*** Opening DATA RECORDS ***

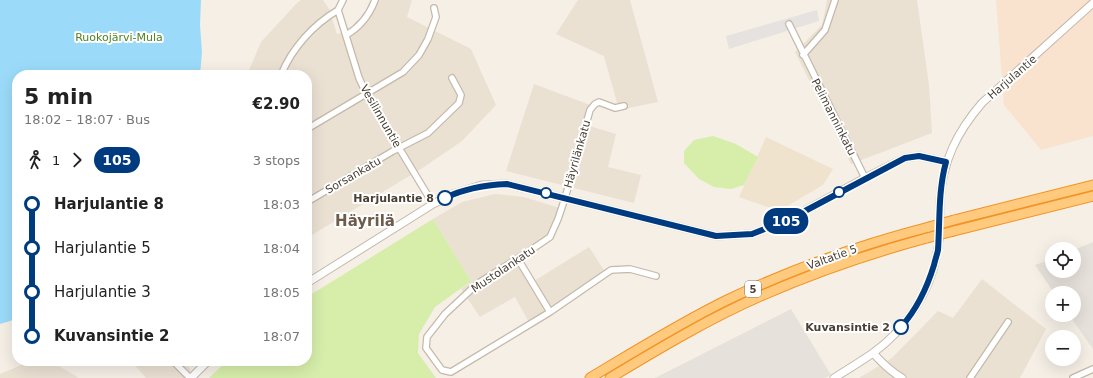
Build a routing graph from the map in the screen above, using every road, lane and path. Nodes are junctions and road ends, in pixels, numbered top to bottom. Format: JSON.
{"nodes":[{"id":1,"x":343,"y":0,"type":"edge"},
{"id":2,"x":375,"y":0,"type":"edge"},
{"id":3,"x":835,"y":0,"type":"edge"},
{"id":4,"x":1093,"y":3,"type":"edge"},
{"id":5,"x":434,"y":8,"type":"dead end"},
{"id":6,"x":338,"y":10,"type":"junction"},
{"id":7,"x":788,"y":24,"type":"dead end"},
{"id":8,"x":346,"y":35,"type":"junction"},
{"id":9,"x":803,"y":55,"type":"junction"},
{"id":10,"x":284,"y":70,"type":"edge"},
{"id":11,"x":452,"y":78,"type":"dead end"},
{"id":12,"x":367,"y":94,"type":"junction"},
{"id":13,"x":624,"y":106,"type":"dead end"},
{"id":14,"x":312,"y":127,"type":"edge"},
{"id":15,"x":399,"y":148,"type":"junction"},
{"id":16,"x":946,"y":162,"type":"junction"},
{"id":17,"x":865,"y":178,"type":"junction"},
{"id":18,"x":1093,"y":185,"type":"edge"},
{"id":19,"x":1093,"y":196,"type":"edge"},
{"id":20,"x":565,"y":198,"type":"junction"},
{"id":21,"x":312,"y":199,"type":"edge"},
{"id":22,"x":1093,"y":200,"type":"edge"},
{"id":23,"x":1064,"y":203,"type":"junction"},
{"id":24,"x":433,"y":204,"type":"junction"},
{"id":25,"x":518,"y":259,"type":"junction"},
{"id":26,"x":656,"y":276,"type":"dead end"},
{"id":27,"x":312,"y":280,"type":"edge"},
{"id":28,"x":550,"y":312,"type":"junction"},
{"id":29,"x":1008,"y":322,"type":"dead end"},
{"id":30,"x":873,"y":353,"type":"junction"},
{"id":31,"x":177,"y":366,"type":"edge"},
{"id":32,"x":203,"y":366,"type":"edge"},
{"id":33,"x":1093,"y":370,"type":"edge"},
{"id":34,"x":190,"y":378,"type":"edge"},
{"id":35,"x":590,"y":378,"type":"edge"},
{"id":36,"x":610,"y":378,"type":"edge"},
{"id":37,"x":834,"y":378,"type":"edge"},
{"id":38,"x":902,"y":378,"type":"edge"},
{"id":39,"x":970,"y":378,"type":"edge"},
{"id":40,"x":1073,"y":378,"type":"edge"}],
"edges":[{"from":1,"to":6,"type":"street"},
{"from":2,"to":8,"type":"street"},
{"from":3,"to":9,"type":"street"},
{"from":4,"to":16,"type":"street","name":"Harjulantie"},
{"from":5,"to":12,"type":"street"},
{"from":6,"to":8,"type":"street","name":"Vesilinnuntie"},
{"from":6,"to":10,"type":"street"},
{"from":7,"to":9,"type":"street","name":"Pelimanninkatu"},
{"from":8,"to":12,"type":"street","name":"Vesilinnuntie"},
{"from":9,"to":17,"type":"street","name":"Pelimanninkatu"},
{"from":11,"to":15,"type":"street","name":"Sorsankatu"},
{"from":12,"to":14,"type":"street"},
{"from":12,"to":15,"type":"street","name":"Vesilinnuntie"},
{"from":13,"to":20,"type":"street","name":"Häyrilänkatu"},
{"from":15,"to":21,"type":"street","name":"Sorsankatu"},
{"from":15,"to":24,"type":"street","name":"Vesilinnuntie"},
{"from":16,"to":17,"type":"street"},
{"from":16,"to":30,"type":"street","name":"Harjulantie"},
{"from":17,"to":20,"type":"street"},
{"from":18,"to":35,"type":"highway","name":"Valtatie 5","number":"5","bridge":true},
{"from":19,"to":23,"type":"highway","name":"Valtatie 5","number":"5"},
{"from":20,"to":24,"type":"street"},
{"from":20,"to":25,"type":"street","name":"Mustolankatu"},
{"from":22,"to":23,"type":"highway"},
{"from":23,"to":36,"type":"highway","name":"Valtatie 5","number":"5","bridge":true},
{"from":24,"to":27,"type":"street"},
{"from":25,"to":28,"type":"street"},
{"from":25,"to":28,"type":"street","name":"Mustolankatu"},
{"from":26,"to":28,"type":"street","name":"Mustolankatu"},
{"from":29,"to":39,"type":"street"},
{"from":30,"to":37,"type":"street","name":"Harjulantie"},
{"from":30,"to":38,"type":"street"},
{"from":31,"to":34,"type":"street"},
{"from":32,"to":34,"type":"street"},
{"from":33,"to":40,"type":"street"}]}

*** Closing DATA RECORDS ***

Recopy the full listing exactly, passing over any picture.

▶ _SOLUTION_
Build a routing graph from the map in the screen above, using every road, lane and path. Nodes are junctions and road ends, in pixels, numbered top to bottom. Format: JSON.
{"nodes":[{"id":1,"x":343,"y":0,"type":"edge"},
{"id":2,"x":375,"y":0,"type":"edge"},
{"id":3,"x":835,"y":0,"type":"edge"},
{"id":4,"x":1093,"y":3,"type":"edge"},
{"id":5,"x":434,"y":8,"type":"dead end"},
{"id":6,"x":338,"y":10,"type":"junction"},
{"id":7,"x":788,"y":24,"type":"dead end"},
{"id":8,"x":346,"y":35,"type":"junction"},
{"id":9,"x":803,"y":55,"type":"junction"},
{"id":10,"x":284,"y":70,"type":"edge"},
{"id":11,"x":452,"y":78,"type":"dead end"},
{"id":12,"x":367,"y":94,"type":"junction"},
{"id":13,"x":624,"y":106,"type":"dead end"},
{"id":14,"x":312,"y":127,"type":"edge"},
{"id":15,"x":399,"y":148,"type":"junction"},
{"id":16,"x":946,"y":162,"type":"junction"},
{"id":17,"x":865,"y":178,"type":"junction"},
{"id":18,"x":1093,"y":185,"type":"edge"},
{"id":19,"x":1093,"y":196,"type":"edge"},
{"id":20,"x":565,"y":198,"type":"junction"},
{"id":21,"x":312,"y":199,"type":"edge"},
{"id":22,"x":1093,"y":200,"type":"edge"},
{"id":23,"x":1064,"y":203,"type":"junction"},
{"id":24,"x":433,"y":204,"type":"junction"},
{"id":25,"x":518,"y":259,"type":"junction"},
{"id":26,"x":656,"y":276,"type":"dead end"},
{"id":27,"x":312,"y":280,"type":"edge"},
{"id":28,"x":550,"y":312,"type":"junction"},
{"id":29,"x":1008,"y":322,"type":"dead end"},
{"id":30,"x":873,"y":353,"type":"junction"},
{"id":31,"x":177,"y":366,"type":"edge"},
{"id":32,"x":203,"y":366,"type":"edge"},
{"id":33,"x":1093,"y":370,"type":"edge"},
{"id":34,"x":190,"y":378,"type":"edge"},
{"id":35,"x":590,"y":378,"type":"edge"},
{"id":36,"x":610,"y":378,"type":"edge"},
{"id":37,"x":834,"y":378,"type":"edge"},
{"id":38,"x":902,"y":378,"type":"edge"},
{"id":39,"x":970,"y":378,"type":"edge"},
{"id":40,"x":1073,"y":378,"type":"edge"}],
"edges":[{"from":1,"to":6,"type":"street"},
{"from":2,"to":8,"type":"street"},
{"from":3,"to":9,"type":"street"},
{"from":4,"to":16,"type":"street","name":"Harjulantie"},
{"from":5,"to":12,"type":"street"},
{"from":6,"to":8,"type":"street","name":"Vesilinnuntie"},
{"from":6,"to":10,"type":"street"},
{"from":7,"to":9,"type":"street","name":"Pelimanninkatu"},
{"from":8,"to":12,"type":"street","name":"Vesilinnuntie"},
{"from":9,"to":17,"type":"street","name":"Pelimanninkatu"},
{"from":11,"to":15,"type":"street","name":"Sorsankatu"},
{"from":12,"to":14,"type":"street"},
{"from":12,"to":15,"type":"street","name":"Vesilinnuntie"},
{"from":13,"to":20,"type":"street","name":"Häyrilänkatu"},
{"from":15,"to":21,"type":"street","name":"Sorsankatu"},
{"from":15,"to":24,"type":"street","name":"Vesilinnuntie"},
{"from":16,"to":17,"type":"street"},
{"from":16,"to":30,"type":"street","name":"Harjulantie"},
{"from":17,"to":20,"type":"street"},
{"from":18,"to":35,"type":"highway","name":"Valtatie 5","number":"5","bridge":true},
{"from":19,"to":23,"type":"highway","name":"Valtatie 5","number":"5"},
{"from":20,"to":24,"type":"street"},
{"from":20,"to":25,"type":"street","name":"Mustolankatu"},
{"from":22,"to":23,"type":"highway"},
{"from":23,"to":36,"type":"highway","name":"Valtatie 5","number":"5","bridge":true},
{"from":24,"to":27,"type":"street"},
{"from":25,"to":28,"type":"street"},
{"from":25,"to":28,"type":"street","name":"Mustolankatu"},
{"from":26,"to":28,"type":"street","name":"Mustolankatu"},
{"from":29,"to":39,"type":"street"},
{"from":30,"to":37,"type":"street","name":"Harjulantie"},
{"from":30,"to":38,"type":"street"},
{"from":31,"to":34,"type":"street"},
{"from":32,"to":34,"type":"street"},
{"from":33,"to":40,"type":"street"}]}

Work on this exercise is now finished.